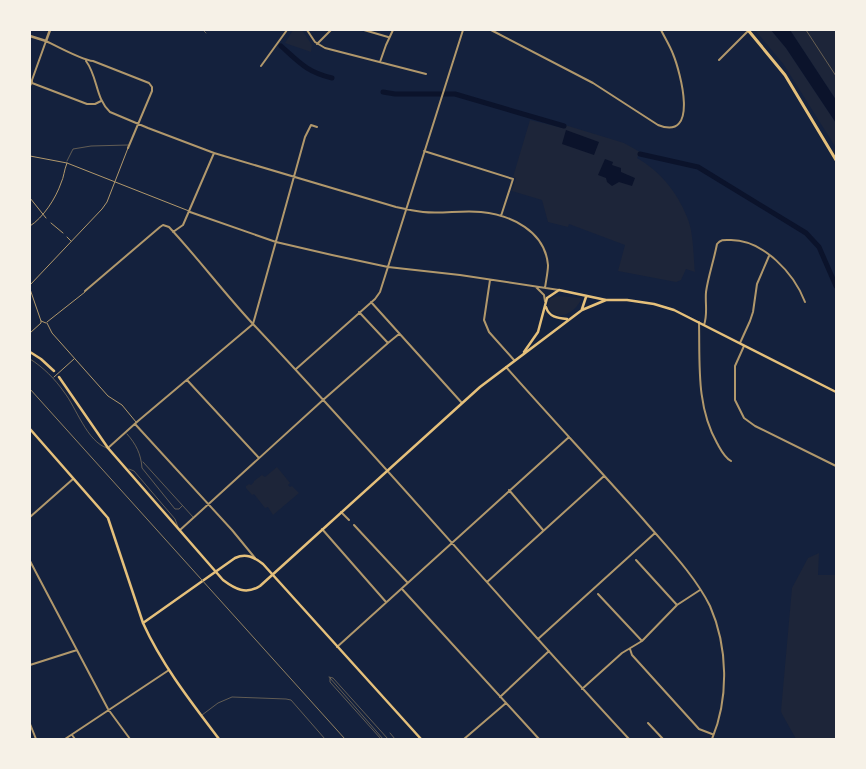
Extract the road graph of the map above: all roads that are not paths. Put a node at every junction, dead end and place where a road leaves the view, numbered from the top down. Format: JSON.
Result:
{"nodes":[{"id":1,"x":50,"y":30,"type":"edge"},
{"id":2,"x":203,"y":30,"type":"edge"},
{"id":3,"x":287,"y":30,"type":"edge"},
{"id":4,"x":307,"y":30,"type":"edge"},
{"id":5,"x":332,"y":30,"type":"edge"},
{"id":6,"x":364,"y":30,"type":"edge"},
{"id":7,"x":393,"y":30,"type":"edge"},
{"id":8,"x":464,"y":30,"type":"edge"},
{"id":9,"x":491,"y":30,"type":"edge"},
{"id":10,"x":660,"y":30,"type":"edge"},
{"id":11,"x":748,"y":30,"type":"edge"},
{"id":12,"x":806,"y":30,"type":"edge"},
{"id":13,"x":206,"y":33,"type":"dead end"},
{"id":14,"x":30,"y":36,"type":"edge"},
{"id":15,"x":389,"y":37,"type":"junction"},
{"id":16,"x":46,"y":41,"type":"junction"},
{"id":17,"x":317,"y":44,"type":"junction"},
{"id":18,"x":719,"y":60,"type":"dead end"},
{"id":19,"x":86,"y":61,"type":"junction"},
{"id":20,"x":380,"y":62,"type":"junction"},
{"id":21,"x":261,"y":66,"type":"dead end"},
{"id":22,"x":426,"y":74,"type":"dead end"},
{"id":23,"x":836,"y":76,"type":"edge"},
{"id":24,"x":31,"y":83,"type":"edge"},
{"id":25,"x":30,"y":87,"type":"edge"},
{"id":26,"x":101,"y":101,"type":"junction"},
{"id":27,"x":138,"y":125,"type":"junction"},
{"id":28,"x":317,"y":127,"type":"dead end"},
{"id":29,"x":129,"y":146,"type":"junction"},
{"id":30,"x":424,"y":151,"type":"junction"},
{"id":31,"x":214,"y":152,"type":"junction"},
{"id":32,"x":30,"y":156,"type":"edge"},
{"id":33,"x":836,"y":160,"type":"edge"},
{"id":34,"x":67,"y":163,"type":"junction"},
{"id":35,"x":294,"y":176,"type":"junction"},
{"id":36,"x":115,"y":181,"type":"junction"},
{"id":37,"x":30,"y":198,"type":"edge"},
{"id":38,"x":406,"y":209,"type":"junction"},
{"id":39,"x":190,"y":212,"type":"junction"},
{"id":40,"x":42,"y":214,"type":"junction"},
{"id":41,"x":501,"y":216,"type":"junction"},
{"id":42,"x":46,"y":218,"type":"dead end"},
{"id":43,"x":52,"y":223,"type":"dead end"},
{"id":44,"x":30,"y":226,"type":"edge"},
{"id":45,"x":173,"y":232,"type":"junction"},
{"id":46,"x":63,"y":233,"type":"dead end"},
{"id":47,"x":67,"y":238,"type":"dead end"},
{"id":48,"x":71,"y":241,"type":"junction"},
{"id":49,"x":276,"y":242,"type":"junction"},
{"id":50,"x":769,"y":255,"type":"junction"},
{"id":51,"x":388,"y":267,"type":"junction"},
{"id":52,"x":490,"y":280,"type":"junction"},
{"id":53,"x":30,"y":285,"type":"edge"},
{"id":54,"x":536,"y":287,"type":"junction"},
{"id":55,"x":545,"y":288,"type":"junction"},
{"id":56,"x":30,"y":289,"type":"edge"},
{"id":57,"x":559,"y":290,"type":"junction"},
{"id":58,"x":85,"y":291,"type":"joint"},
{"id":59,"x":586,"y":296,"type":"junction"},
{"id":60,"x":606,"y":300,"type":"junction"},
{"id":61,"x":372,"y":302,"type":"junction"},
{"id":62,"x":804,"y":302,"type":"dead end"},
{"id":63,"x":545,"y":303,"type":"junction"},
{"id":64,"x":582,"y":310,"type":"junction"},
{"id":65,"x":359,"y":312,"type":"junction"},
{"id":66,"x":568,"y":319,"type":"junction"},
{"id":67,"x":41,"y":321,"type":"junction"},
{"id":68,"x":699,"y":322,"type":"junction"},
{"id":69,"x":47,"y":323,"type":"junction"},
{"id":70,"x":253,"y":324,"type":"junction"},
{"id":71,"x":704,"y":325,"type":"junction"},
{"id":72,"x":30,"y":332,"type":"edge"},
{"id":73,"x":399,"y":334,"type":"junction"},
{"id":74,"x":388,"y":343,"type":"junction"},
{"id":75,"x":740,"y":343,"type":"junction"},
{"id":76,"x":744,"y":345,"type":"junction"},
{"id":77,"x":30,"y":352,"type":"edge"},
{"id":78,"x":523,"y":353,"type":"junction"},
{"id":79,"x":74,"y":358,"type":"junction"},
{"id":80,"x":30,"y":359,"type":"edge"},
{"id":81,"x":514,"y":360,"type":"junction"},
{"id":82,"x":506,"y":367,"type":"junction"},
{"id":83,"x":296,"y":369,"type":"junction"},
{"id":84,"x":54,"y":371,"type":"dead end"},
{"id":85,"x":54,"y":377,"type":"dead end"},
{"id":86,"x":59,"y":377,"type":"dead end"},
{"id":87,"x":187,"y":380,"type":"junction"},
{"id":88,"x":103,"y":383,"type":"dead end"},
{"id":89,"x":100,"y":386,"type":"junction"},
{"id":90,"x":836,"y":392,"type":"edge"},
{"id":91,"x":323,"y":400,"type":"junction"},
{"id":92,"x":462,"y":403,"type":"junction"},
{"id":93,"x":136,"y":423,"type":"junction"},
{"id":94,"x":30,"y":430,"type":"edge"},
{"id":95,"x":125,"y":432,"type":"junction"},
{"id":96,"x":569,"y":438,"type":"junction"},
{"id":97,"x":108,"y":448,"type":"junction"},
{"id":98,"x":259,"y":458,"type":"junction"},
{"id":99,"x":142,"y":460,"type":"junction"},
{"id":100,"x":730,"y":461,"type":"dead end"},
{"id":101,"x":836,"y":466,"type":"edge"},
{"id":102,"x":386,"y":471,"type":"junction"},
{"id":103,"x":604,"y":476,"type":"junction"},
{"id":104,"x":74,"y":478,"type":"junction"},
{"id":105,"x":509,"y":490,"type":"junction"},
{"id":106,"x":208,"y":504,"type":"junction"},
{"id":107,"x":182,"y":506,"type":"junction"},
{"id":108,"x":341,"y":512,"type":"junction"},
{"id":109,"x":30,"y":517,"type":"edge"},
{"id":110,"x":194,"y":518,"type":"junction"},
{"id":111,"x":349,"y":520,"type":"dead end"},
{"id":112,"x":354,"y":525,"type":"dead end"},
{"id":113,"x":322,"y":529,"type":"junction"},
{"id":114,"x":180,"y":530,"type":"junction"},
{"id":115,"x":543,"y":530,"type":"junction"},
{"id":116,"x":655,"y":533,"type":"junction"},
{"id":117,"x":451,"y":543,"type":"junction"},
{"id":118,"x":255,"y":558,"type":"junction"},
{"id":119,"x":636,"y":560,"type":"dead end"},
{"id":120,"x":30,"y":561,"type":"edge"},
{"id":121,"x":272,"y":575,"type":"junction"},
{"id":122,"x":408,"y":582,"type":"junction"},
{"id":123,"x":486,"y":582,"type":"junction"},
{"id":124,"x":402,"y":589,"type":"junction"},
{"id":125,"x":701,"y":590,"type":"junction"},
{"id":126,"x":598,"y":594,"type":"dead end"},
{"id":127,"x":386,"y":602,"type":"junction"},
{"id":128,"x":677,"y":604,"type":"junction"},
{"id":129,"x":142,"y":623,"type":"junction"},
{"id":130,"x":538,"y":639,"type":"junction"},
{"id":131,"x":642,"y":641,"type":"junction"},
{"id":132,"x":337,"y":647,"type":"junction"},
{"id":133,"x":630,"y":649,"type":"junction"},
{"id":134,"x":77,"y":650,"type":"junction"},
{"id":135,"x":549,"y":651,"type":"junction"},
{"id":136,"x":30,"y":665,"type":"edge"},
{"id":137,"x":169,"y":670,"type":"junction"},
{"id":138,"x":582,"y":689,"type":"junction"},
{"id":139,"x":500,"y":697,"type":"junction"},
{"id":140,"x":506,"y":703,"type":"junction"},
{"id":141,"x":108,"y":709,"type":"junction"},
{"id":142,"x":201,"y":716,"type":"junction"},
{"id":143,"x":648,"y":723,"type":"dead end"},
{"id":144,"x":30,"y":724,"type":"edge"},
{"id":145,"x":390,"y":733,"type":"dead end"},
{"id":146,"x":72,"y":735,"type":"junction"},
{"id":147,"x":714,"y":735,"type":"junction"},
{"id":148,"x":36,"y":739,"type":"edge"},
{"id":149,"x":65,"y":739,"type":"edge"},
{"id":150,"x":75,"y":739,"type":"edge"},
{"id":151,"x":130,"y":739,"type":"edge"},
{"id":152,"x":219,"y":739,"type":"edge"},
{"id":153,"x":325,"y":739,"type":"edge"},
{"id":154,"x":382,"y":739,"type":"edge"},
{"id":155,"x":388,"y":739,"type":"edge"},
{"id":156,"x":396,"y":739,"type":"edge"},
{"id":157,"x":421,"y":739,"type":"edge"},
{"id":158,"x":464,"y":739,"type":"edge"},
{"id":159,"x":539,"y":739,"type":"edge"},
{"id":160,"x":629,"y":739,"type":"edge"},
{"id":161,"x":662,"y":739,"type":"edge"},
{"id":162,"x":712,"y":739,"type":"edge"}],
"edges":[{"from":1,"to":16,"type":"street"},
{"from":2,"to":13,"type":"lane"},
{"from":3,"to":21,"type":"street"},
{"from":4,"to":17,"type":"street"},
{"from":5,"to":17,"type":"street"},
{"from":6,"to":15,"type":"street"},
{"from":7,"to":15,"type":"street"},
{"from":8,"to":30,"type":"street"},
{"from":9,"to":10,"type":"street"},
{"from":11,"to":18,"type":"street"},
{"from":11,"to":33,"type":"main road"},
{"from":12,"to":23,"type":"lane"},
{"from":14,"to":16,"type":"street"},
{"from":15,"to":20,"type":"street"},
{"from":16,"to":19,"type":"street"},
{"from":16,"to":24,"type":"street"},
{"from":17,"to":20,"type":"street"},
{"from":19,"to":26,"type":"street"},
{"from":19,"to":27,"type":"street"},
{"from":20,"to":22,"type":"street"},
{"from":24,"to":25,"type":"street"},
{"from":24,"to":26,"type":"street"},
{"from":26,"to":27,"type":"street"},
{"from":27,"to":29,"type":"street"},
{"from":27,"to":31,"type":"street"},
{"from":28,"to":35,"type":"street"},
{"from":29,"to":34,"type":"lane"},
{"from":29,"to":36,"type":"street"},
{"from":30,"to":38,"type":"street"},
{"from":30,"to":41,"type":"street"},
{"from":31,"to":35,"type":"street"},
{"from":31,"to":39,"type":"street"},
{"from":32,"to":34,"type":"street"},
{"from":34,"to":36,"type":"street"},
{"from":34,"to":40,"type":"street"},
{"from":35,"to":38,"type":"street"},
{"from":35,"to":49,"type":"street"},
{"from":36,"to":39,"type":"street"},
{"from":36,"to":48,"type":"street"},
{"from":37,"to":40,"type":"street"},
{"from":38,"to":41,"type":"street"},
{"from":38,"to":51,"type":"street"},
{"from":39,"to":45,"type":"street"},
{"from":39,"to":49,"type":"street"},
{"from":40,"to":42,"type":"street"},
{"from":40,"to":44,"type":"street"},
{"from":41,"to":55,"type":"street"},
{"from":43,"to":46,"type":"street"},
{"from":45,"to":58,"type":"street"},
{"from":45,"to":70,"type":"street"},
{"from":47,"to":48,"type":"street"},
{"from":48,"to":53,"type":"street"},
{"from":49,"to":51,"type":"street"},
{"from":49,"to":70,"type":"street"},
{"from":50,"to":62,"type":"street"},
{"from":50,"to":71,"type":"street"},
{"from":50,"to":75,"type":"street"},
{"from":51,"to":52,"type":"street"},
{"from":51,"to":61,"type":"street"},
{"from":52,"to":54,"type":"street"},
{"from":52,"to":81,"type":"street"},
{"from":54,"to":55,"type":"street"},
{"from":54,"to":63,"type":"street"},
{"from":55,"to":57,"type":"street"},
{"from":56,"to":67,"type":"street"},
{"from":57,"to":59,"type":"main road"},
{"from":57,"to":63,"type":"main road"},
{"from":58,"to":69,"type":"street"},
{"from":59,"to":60,"type":"main road"},
{"from":59,"to":64,"type":"main road"},
{"from":60,"to":64,"type":"main road"},
{"from":60,"to":68,"type":"main road"},
{"from":61,"to":65,"type":"street"},
{"from":61,"to":73,"type":"street"},
{"from":63,"to":66,"type":"main road"},
{"from":63,"to":78,"type":"main road"},
{"from":64,"to":66,"type":"main road"},
{"from":65,"to":74,"type":"street"},
{"from":65,"to":83,"type":"street"},
{"from":66,"to":78,"type":"main road"},
{"from":67,"to":69,"type":"street"},
{"from":67,"to":72,"type":"street"},
{"from":68,"to":71,"type":"main road"},
{"from":68,"to":100,"type":"street"},
{"from":69,"to":79,"type":"street"},
{"from":70,"to":83,"type":"street"},
{"from":70,"to":87,"type":"street"},
{"from":71,"to":75,"type":"main road"},
{"from":73,"to":74,"type":"street"},
{"from":73,"to":92,"type":"street"},
{"from":74,"to":91,"type":"street"},
{"from":75,"to":76,"type":"main road"},
{"from":76,"to":90,"type":"main road"},
{"from":76,"to":101,"type":"street"},
{"from":77,"to":84,"type":"main road"},
{"from":78,"to":81,"type":"main road"},
{"from":79,"to":85,"type":"street"},
{"from":79,"to":89,"type":"street"},
{"from":80,"to":97,"type":"lane"},
{"from":81,"to":82,"type":"main road"},
{"from":82,"to":92,"type":"main road"},
{"from":82,"to":96,"type":"street"},
{"from":83,"to":91,"type":"street"},
{"from":86,"to":97,"type":"main road"},
{"from":87,"to":93,"type":"street"},
{"from":87,"to":98,"type":"street"},
{"from":88,"to":89,"type":"street"},
{"from":89,"to":93,"type":"street"},
{"from":91,"to":98,"type":"street"},
{"from":91,"to":102,"type":"street"},
{"from":92,"to":102,"type":"main road"},
{"from":93,"to":95,"type":"street"},
{"from":93,"to":106,"type":"street"},
{"from":94,"to":104,"type":"main road"},
{"from":95,"to":97,"type":"street"},
{"from":95,"to":99,"type":"lane"},
{"from":96,"to":103,"type":"street"},
{"from":96,"to":105,"type":"street"},
{"from":97,"to":114,"type":"main road"},
{"from":98,"to":106,"type":"street"},
{"from":99,"to":107,"type":"lane"},
{"from":99,"to":107,"type":"lane"},
{"from":102,"to":108,"type":"main road"},
{"from":102,"to":117,"type":"street"},
{"from":103,"to":115,"type":"street"},
{"from":103,"to":116,"type":"street"},
{"from":104,"to":109,"type":"street"},
{"from":104,"to":129,"type":"main road"},
{"from":105,"to":115,"type":"street"},
{"from":105,"to":117,"type":"street"},
{"from":106,"to":110,"type":"street"},
{"from":106,"to":118,"type":"street"},
{"from":107,"to":110,"type":"lane"},
{"from":108,"to":111,"type":"street"},
{"from":108,"to":113,"type":"main road"},
{"from":110,"to":114,"type":"street"},
{"from":112,"to":122,"type":"street"},
{"from":113,"to":121,"type":"main road"},
{"from":113,"to":127,"type":"street"},
{"from":114,"to":121,"type":"main road"},
{"from":115,"to":123,"type":"street"},
{"from":116,"to":125,"type":"street"},
{"from":116,"to":130,"type":"street"},
{"from":117,"to":122,"type":"street"},
{"from":117,"to":123,"type":"street"},
{"from":118,"to":121,"type":"main road"},
{"from":118,"to":129,"type":"main road"},
{"from":119,"to":128,"type":"street"},
{"from":120,"to":134,"type":"street"},
{"from":121,"to":132,"type":"main road"},
{"from":122,"to":124,"type":"street"},
{"from":123,"to":130,"type":"street"},
{"from":124,"to":127,"type":"street"},
{"from":124,"to":139,"type":"street"},
{"from":125,"to":128,"type":"street"},
{"from":125,"to":147,"type":"street"},
{"from":126,"to":131,"type":"street"},
{"from":127,"to":132,"type":"street"},
{"from":128,"to":131,"type":"street"},
{"from":129,"to":137,"type":"main road"},
{"from":130,"to":135,"type":"street"},
{"from":131,"to":133,"type":"street"},
{"from":132,"to":157,"type":"main road"},
{"from":133,"to":138,"type":"street"},
{"from":133,"to":147,"type":"street"},
{"from":134,"to":136,"type":"street"},
{"from":134,"to":141,"type":"street"},
{"from":135,"to":138,"type":"street"},
{"from":135,"to":139,"type":"street"},
{"from":137,"to":141,"type":"street"},
{"from":137,"to":142,"type":"main road"},
{"from":138,"to":160,"type":"street"},
{"from":139,"to":140,"type":"street"},
{"from":140,"to":158,"type":"street"},
{"from":140,"to":159,"type":"street"},
{"from":141,"to":146,"type":"street"},
{"from":141,"to":151,"type":"street"},
{"from":142,"to":152,"type":"main road"},
{"from":142,"to":153,"type":"lane"},
{"from":143,"to":161,"type":"street"},
{"from":144,"to":148,"type":"street"},
{"from":145,"to":156,"type":"lane"},
{"from":146,"to":149,"type":"street"},
{"from":146,"to":150,"type":"street"},
{"from":147,"to":162,"type":"street"},
{"from":154,"to":155,"type":"lane"}]}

* _Task directions_:
All lines that include the word "lane" must be copied from the material above.

* _Solution_:
{"from":2,"to":13,"type":"lane"},
{"from":12,"to":23,"type":"lane"},
{"from":29,"to":34,"type":"lane"},
{"from":80,"to":97,"type":"lane"},
{"from":95,"to":99,"type":"lane"},
{"from":99,"to":107,"type":"lane"},
{"from":99,"to":107,"type":"lane"},
{"from":107,"to":110,"type":"lane"},
{"from":142,"to":153,"type":"lane"},
{"from":145,"to":156,"type":"lane"},
{"from":154,"to":155,"type":"lane"}]}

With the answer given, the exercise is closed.